Showing posts with label soul. Show all posts
Showing posts with label soul. Show all posts

Thursday, February 25, 2010

Smothered Pork Chops


Had a few friends over for a great soul food dinner the other night. The highlight? Well, all of it. But the smothered pork chops I made were the centerpiece.

Add, to a medium hot pan:
2 Onions, thinly sliced

Cook for 8 minutes, stirring frequently.
Onions should be translucent, not brown.

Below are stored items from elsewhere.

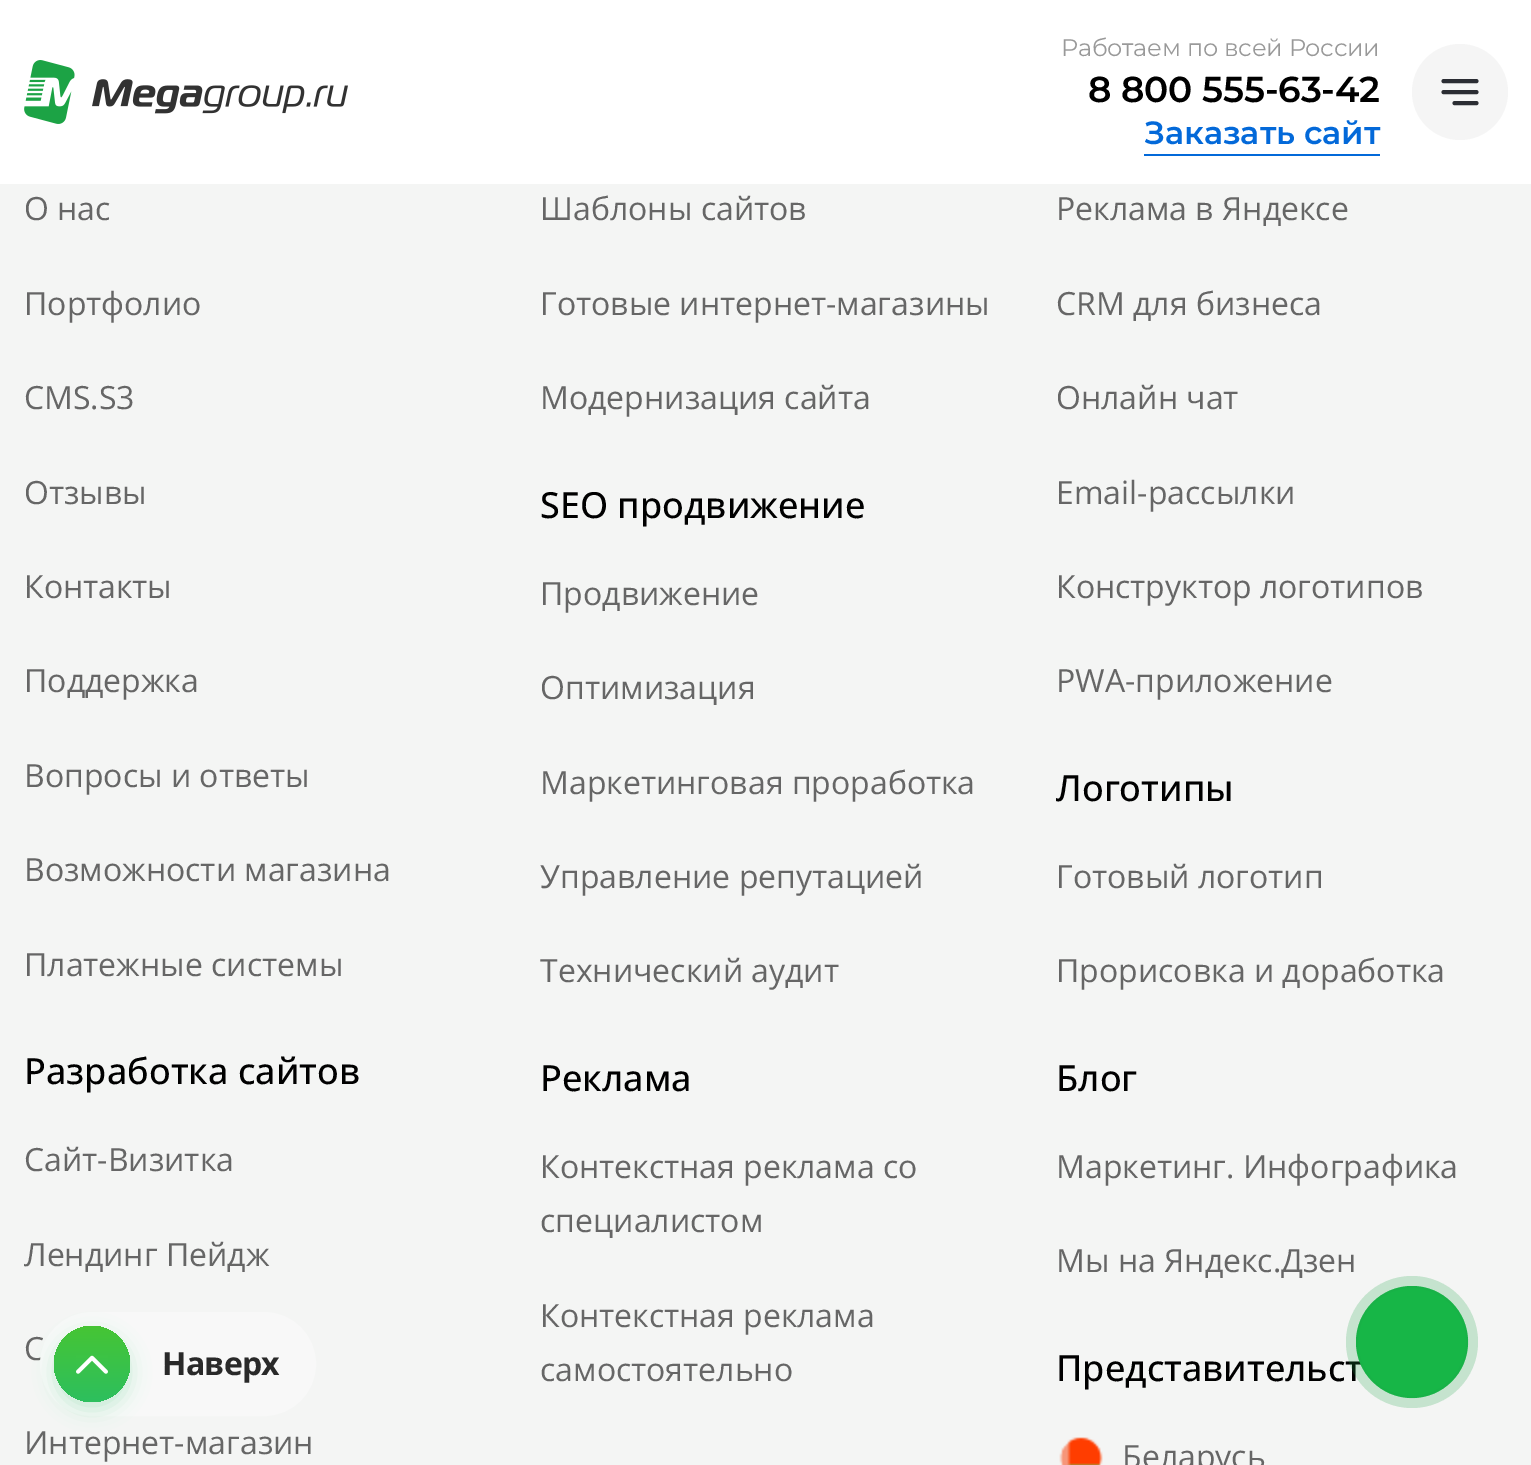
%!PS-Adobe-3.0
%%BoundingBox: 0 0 1531 1465
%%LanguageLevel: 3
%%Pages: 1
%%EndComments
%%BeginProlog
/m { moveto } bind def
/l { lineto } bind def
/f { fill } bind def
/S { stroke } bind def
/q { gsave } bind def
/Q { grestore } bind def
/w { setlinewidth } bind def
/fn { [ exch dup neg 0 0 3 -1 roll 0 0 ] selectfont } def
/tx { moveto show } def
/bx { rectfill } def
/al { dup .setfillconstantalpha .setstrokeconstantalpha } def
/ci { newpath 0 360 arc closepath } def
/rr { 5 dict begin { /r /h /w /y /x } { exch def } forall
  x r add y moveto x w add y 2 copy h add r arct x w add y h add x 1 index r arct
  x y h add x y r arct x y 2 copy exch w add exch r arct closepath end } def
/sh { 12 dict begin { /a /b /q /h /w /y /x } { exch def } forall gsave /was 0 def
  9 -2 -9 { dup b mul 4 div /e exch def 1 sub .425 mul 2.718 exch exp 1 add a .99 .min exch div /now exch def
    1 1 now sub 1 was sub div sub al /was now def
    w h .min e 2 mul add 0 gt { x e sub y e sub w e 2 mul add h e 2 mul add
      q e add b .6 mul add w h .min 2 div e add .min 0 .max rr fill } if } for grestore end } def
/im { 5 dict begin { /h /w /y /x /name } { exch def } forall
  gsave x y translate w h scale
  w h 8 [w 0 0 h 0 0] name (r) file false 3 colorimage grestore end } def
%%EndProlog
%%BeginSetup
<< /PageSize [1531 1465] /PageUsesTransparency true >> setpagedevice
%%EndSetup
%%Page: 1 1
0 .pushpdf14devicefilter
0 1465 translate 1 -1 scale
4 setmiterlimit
0.957 0.961 0.957 setrgbcolor
0 0 1531 1465 bx
1 setgray
0 0 1531 184 bx
(image0.raw) 24 60 324 64 im
/Montserrat-Regular 24 fn
0.6 setgray
1061 56 m -0.2 0 (Работаем по всей России) ashow
/Montserrat-SemiBold 36 fn
0 setgray
1088 102 m -0.2 0 (8 800 555-63-42) ashow
/Montserrat-SemiBold 32 fn
0.012 0.412 0.851 setrgbcolor
(Заказать сайт) 1144 144 tx
1144 154 236 2 bx
0.961 setgray
1460 92 48 ci f
0.169 0.176 0.2 setrgbcolor
4 w
1 setlinecap
1 setlinejoin
1443.5 92 m 1476.5 92 l 1443.5 81 m 1476.5 81 l 1454.5 103 m 1476.5 103 l S
/OpenSans-Regular 32 fn
0.4 setgray
(О нас) 24 220 tx
(Портфолио) 24 315 tx
(CMS.S3) 24 409 tx
(Отзывы) 24 504 tx
(Контакты) 24 598 tx
(Поддержка) 24 692 tx
(Вопросы и ответы) 24 787 tx
(Возможности магазина) 24 881 tx
(Платежные системы) 24 976 tx
/OpenSans-Medium 36 fn
0 setgray
(Разработка сайтов) 24 1084 tx
/OpenSans-Regular 32 fn
0.4 setgray
(Сайт-Визитка) 24 1171 tx
(Лендинг Пейдж) 24 1266 tx
(С) 24 1360 tx
(Интернет-магазин) 24 1454 tx
(Шаблоны сайтов) 540 220 tx
(Готовые интернет-магазины) 540 315 tx
(Модернизация сайта) 540 409 tx
/OpenSans-Medium 36 fn
0 setgray
(SEO продвижение) 540 518 tx
/OpenSans-Regular 32 fn
0.4 setgray
(Продвижение) 540 605 tx
(Оптимизация) 540 699 tx
(Маркетинговая проработка) 540 794 tx
(Управление репутацией) 540 888 tx
(Технический аудит) 540 982 tx
/OpenSans-Medium 36 fn
0 setgray
(Реклама) 540 1091 tx
/OpenSans-Regular 32 fn
0.4 setgray
(Контекстная реклама со) 540 1178 tx
(специалистом) 540 1232 tx
(Контекстная реклама) 540 1327 tx
(самостоятельно) 540 1381 tx
(Реклама в Яндексе) 1056 220 tx
(CRM для бизнеса) 1056 315 tx
(Онлайн чат) 1056 409 tx
(Email-рассылки) 1056 504 tx
(Конструктор логотипов) 1056 598 tx
(PWA-приложение) 1056 692 tx
/OpenSans-Medium 36 fn
0 setgray
(Логотипы) 1056 801 tx
/OpenSans-Regular 32 fn
0.4 setgray
(Готовый логотип) 1056 888 tx
(Прорисовка и доработка) 1056 982 tx
/OpenSans-Medium 36 fn
0 setgray
(Блог) 1056 1091 tx
/OpenSans-Regular 32 fn
0.4 setgray
(Маркетинг. Инфографика) 1056 1178 tx
(Мы на Яндекс.Дзен) 1056 1272 tx
/OpenSans-Medium 36 fn
0 setgray
(Представительст) 1056 1381 tx
(image1.raw) 1059 1437 44 28 im
/OpenSans-Regular 32 fn
0.4 setgray
(Беларусь) 1122 1468 tx
0.973 setgray
41 1313 274 102 51 rr q f Q
2 w
0 setlinecap
0 setlinejoin
S
0.176 0.749 0.369 setrgbcolor
54 1334 76 76 38 10 0.24 sh
q 92 1364 38 ci clip newpath
<< /ShadingType 2 /ColorSpace /DeviceRGB /Coords [92 1326 92 1402] /Extend [true true] /Function << /FunctionType 2 /Domain [0 1] /C0 [0.275 0.773 0.204] /C1 [0.176 0.749 0.369] /N 1 >> >> shfill Q
(image2.raw) 76 1355 32 19 im
/OpenSans-Bold 32 fn
0.161 setgray
162 1375 m -0.75 0 (Наверх) ashow
0.082 0.733 0.278 setrgbcolor
1412 1342 56 ci f
0.22 al
0.11 0.639 0.271 setrgbcolor
1412 1342 66 ci f
1412 1342 55 ci S
.poppdf14devicefilter showpage
%%EOF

If you hear a loud sizzle, reduce heat slightly.

Add:
4 Cloves Garlic, smashed
2 Teaspoons Salt

Cook an additional 3 minutes.
Remove from pan.

Turn heat to high, and then brown:
1.5 Pound Pork Chops

Remove pork chops from pan.
Deglaze pan with:
1 Bottle Good Beer
     *I used Newcastle. 




Add:
1 Cup  Chicken Stock
1/2 Can Cola
2 Tablespoons Apricot Jam
1 Tablespoon Apple Cider Vinegar
2 Teaspoons Dried Thyme
2 Teaspoons Mustard
Small Handful Juniper Berries (optional)

Return pork chops, onions, and garlic to the pan.

Cover pan.
Reduce heat to low.
Let simmer 2 hours, turning occasionally.

Add:
5 Springs Fresh Marjoram
5 Springs Fresh Thyme
2 Teaspoons Worcestershire Sauce

Thicken sauce.
Impress your friends.

Tuesday, February 10, 2009

Chicken Soup (Of the Jews)


I hadn't been planning on posting two recipes in a row, but I have a feeling the cold spell won't last.  Yup, it's actually cold enough in Los Angeles to make soup.  (Note: It is NOT cold enough to wear a parka.  If you are an Angeleno who breaks out the mittens and scarves when the temperature drops below 65, please email me.  We're going to take a little field trip.  To Canada.)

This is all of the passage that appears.